*** Supplied material Section Begins ***

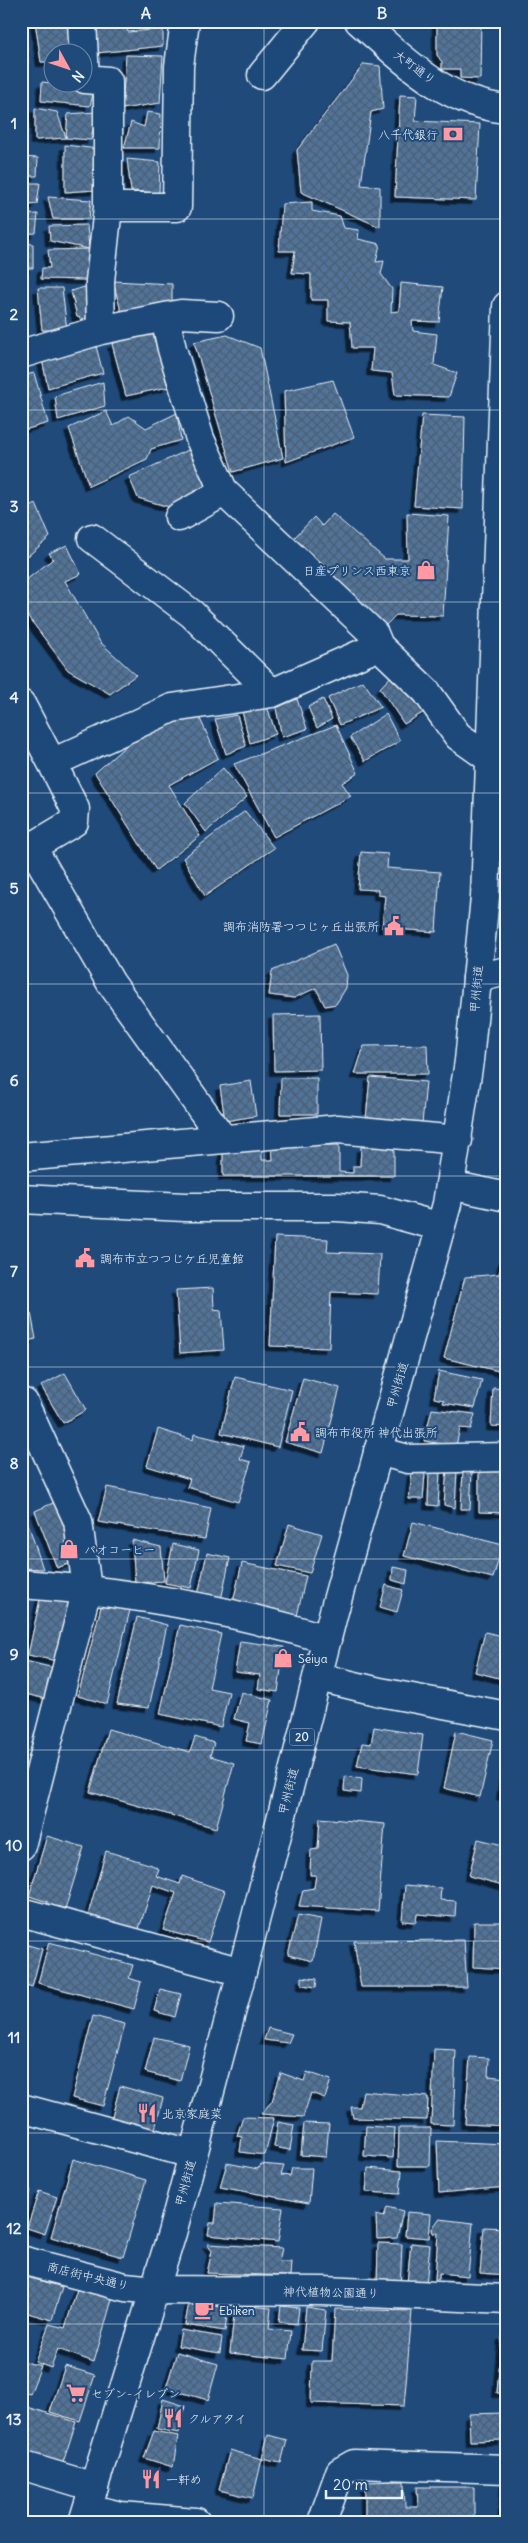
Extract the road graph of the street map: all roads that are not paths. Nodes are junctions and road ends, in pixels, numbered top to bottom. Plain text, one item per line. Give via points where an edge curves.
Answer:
1 (82, 21) edge
2 (185, 21) edge
3 (306, 21) edge
4 (359, 21) edge
5 (262, 75) dead end
6 (507, 109) edge
7 (108, 207) junction
8 (507, 306) edge
9 (219, 316) dead end
10 (165, 317) junction
11 (101, 330) junction
12 (21, 354) edge
13 (504, 413) edge
14 (224, 492) junction
15 (179, 517) dead end
16 (92, 538) dead end
17 (379, 646) junction
18 (272, 693) junction
19 (21, 704) edge
20 (498, 759) edge
21 (52, 763) junction
22 (507, 971) edge
23 (477, 978) junction
24 (223, 1139) junction
25 (458, 1140) junction
26 (21, 1157) edge
27 (450, 1185) junction
28 (507, 1197) edge
29 (21, 1199) edge
30 (441, 1227) junction
31 (23, 1403) edge
32 (378, 1451) junction
33 (507, 1457) edge
34 (21, 1584) edge
35 (87, 1589) junction
36 (327, 1639) junction
37 (318, 1677) junction
38 (507, 1716) edge
39 (21, 1846) edge
40 (21, 1912) edge
41 (242, 1972) junction
42 (21, 2108) edge
43 (192, 2154) junction
44 (21, 2260) edge
45 (155, 2290) junction
46 (507, 2299) edge
47 (21, 2465) edge
48 (507, 2469) edge
49 (89, 2506) edge
50 (196, 2522) edge
51 (322, 2522) edge

1 - 7 main road via 86,79 108,81
2 - 7 main road via 179,66 177,207
3 - 5 main road
4 - 6 main road, 大町通り via 428,80 484,106
7 - 11 main road via 100,281
8 - 13 main road, 甲州街道 / 20
9 - 10 main road via 181,314
10 - 11 main road
10 - 14 main road via 200,438
11 - 12 main road
13 - 20 main road, 甲州街道 / 20
14 - 15 main road
14 - 17 main road via 374,634
16 - 18 main road via 192,614
17 - 18 main road
17 - 20 main road via 426,691 458,736
18 - 21 main road via 172,708
19 - 21 main road
20 - 23 main road, 甲州街道 / 20
21 - 24 main road via 75,809 74,822 32,847 111,983
22 - 23 main road
23 - 25 main road, 甲州街道 / 20
24 - 25 main road via 338,1129
24 - 26 main road
25 - 27 main road, 甲州街道 / 20
27 - 28 main road
27 - 30 main road, 甲州街道 / 20
29 - 30 main road via 185,1206 337,1207 380,1210
30 - 32 main road, 甲州街道 / 20
31 - 35 main road via 78,1521
32 - 33 main road via 408,1458
32 - 36 main road, 甲州街道 / 20
34 - 35 main road
35 - 36 main road via 182,1604
35 - 39 main road
36 - 37 main road, 甲州街道 / 20
37 - 38 main road
37 - 41 main road, 甲州街道 / 20
40 - 41 main road
41 - 43 main road, 甲州街道 / 20
42 - 43 main road
43 - 45 main road, 甲州街道 / 20
44 - 45 main road, 商店街中央通り via 125,2287
45 - 46 main road, 神代植物公園通り via 323,2291
45 - 49 main road, 甲州街道 / 20
47 - 49 main road
48 - 51 main road via 354,2464 340,2472
49 - 50 main road via 121,2516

*** Supplied material Section Ends ***

* Task objective:
Omitting the pictures, copy each record above exactly as it stands.

* Answer to this problem:
Extract the road graph of the street map: all roads that are not paths. Nodes are junctions and road ends, in pixels, numbered top to bottom. Plain text, one item per line. Give via points where an edge curves.
Answer:
1 (82, 21) edge
2 (185, 21) edge
3 (306, 21) edge
4 (359, 21) edge
5 (262, 75) dead end
6 (507, 109) edge
7 (108, 207) junction
8 (507, 306) edge
9 (219, 316) dead end
10 (165, 317) junction
11 (101, 330) junction
12 (21, 354) edge
13 (504, 413) edge
14 (224, 492) junction
15 (179, 517) dead end
16 (92, 538) dead end
17 (379, 646) junction
18 (272, 693) junction
19 (21, 704) edge
20 (498, 759) edge
21 (52, 763) junction
22 (507, 971) edge
23 (477, 978) junction
24 (223, 1139) junction
25 (458, 1140) junction
26 (21, 1157) edge
27 (450, 1185) junction
28 (507, 1197) edge
29 (21, 1199) edge
30 (441, 1227) junction
31 (23, 1403) edge
32 (378, 1451) junction
33 (507, 1457) edge
34 (21, 1584) edge
35 (87, 1589) junction
36 (327, 1639) junction
37 (318, 1677) junction
38 (507, 1716) edge
39 (21, 1846) edge
40 (21, 1912) edge
41 (242, 1972) junction
42 (21, 2108) edge
43 (192, 2154) junction
44 (21, 2260) edge
45 (155, 2290) junction
46 (507, 2299) edge
47 (21, 2465) edge
48 (507, 2469) edge
49 (89, 2506) edge
50 (196, 2522) edge
51 (322, 2522) edge

1 - 7 main road via 86,79 108,81
2 - 7 main road via 179,66 177,207
3 - 5 main road
4 - 6 main road, 大町通り via 428,80 484,106
7 - 11 main road via 100,281
8 - 13 main road, 甲州街道 / 20
9 - 10 main road via 181,314
10 - 11 main road
10 - 14 main road via 200,438
11 - 12 main road
13 - 20 main road, 甲州街道 / 20
14 - 15 main road
14 - 17 main road via 374,634
16 - 18 main road via 192,614
17 - 18 main road
17 - 20 main road via 426,691 458,736
18 - 21 main road via 172,708
19 - 21 main road
20 - 23 main road, 甲州街道 / 20
21 - 24 main road via 75,809 74,822 32,847 111,983
22 - 23 main road
23 - 25 main road, 甲州街道 / 20
24 - 25 main road via 338,1129
24 - 26 main road
25 - 27 main road, 甲州街道 / 20
27 - 28 main road
27 - 30 main road, 甲州街道 / 20
29 - 30 main road via 185,1206 337,1207 380,1210
30 - 32 main road, 甲州街道 / 20
31 - 35 main road via 78,1521
32 - 33 main road via 408,1458
32 - 36 main road, 甲州街道 / 20
34 - 35 main road
35 - 36 main road via 182,1604
35 - 39 main road
36 - 37 main road, 甲州街道 / 20
37 - 38 main road
37 - 41 main road, 甲州街道 / 20
40 - 41 main road
41 - 43 main road, 甲州街道 / 20
42 - 43 main road
43 - 45 main road, 甲州街道 / 20
44 - 45 main road, 商店街中央通り via 125,2287
45 - 46 main road, 神代植物公園通り via 323,2291
45 - 49 main road, 甲州街道 / 20
47 - 49 main road
48 - 51 main road via 354,2464 340,2472
49 - 50 main road via 121,2516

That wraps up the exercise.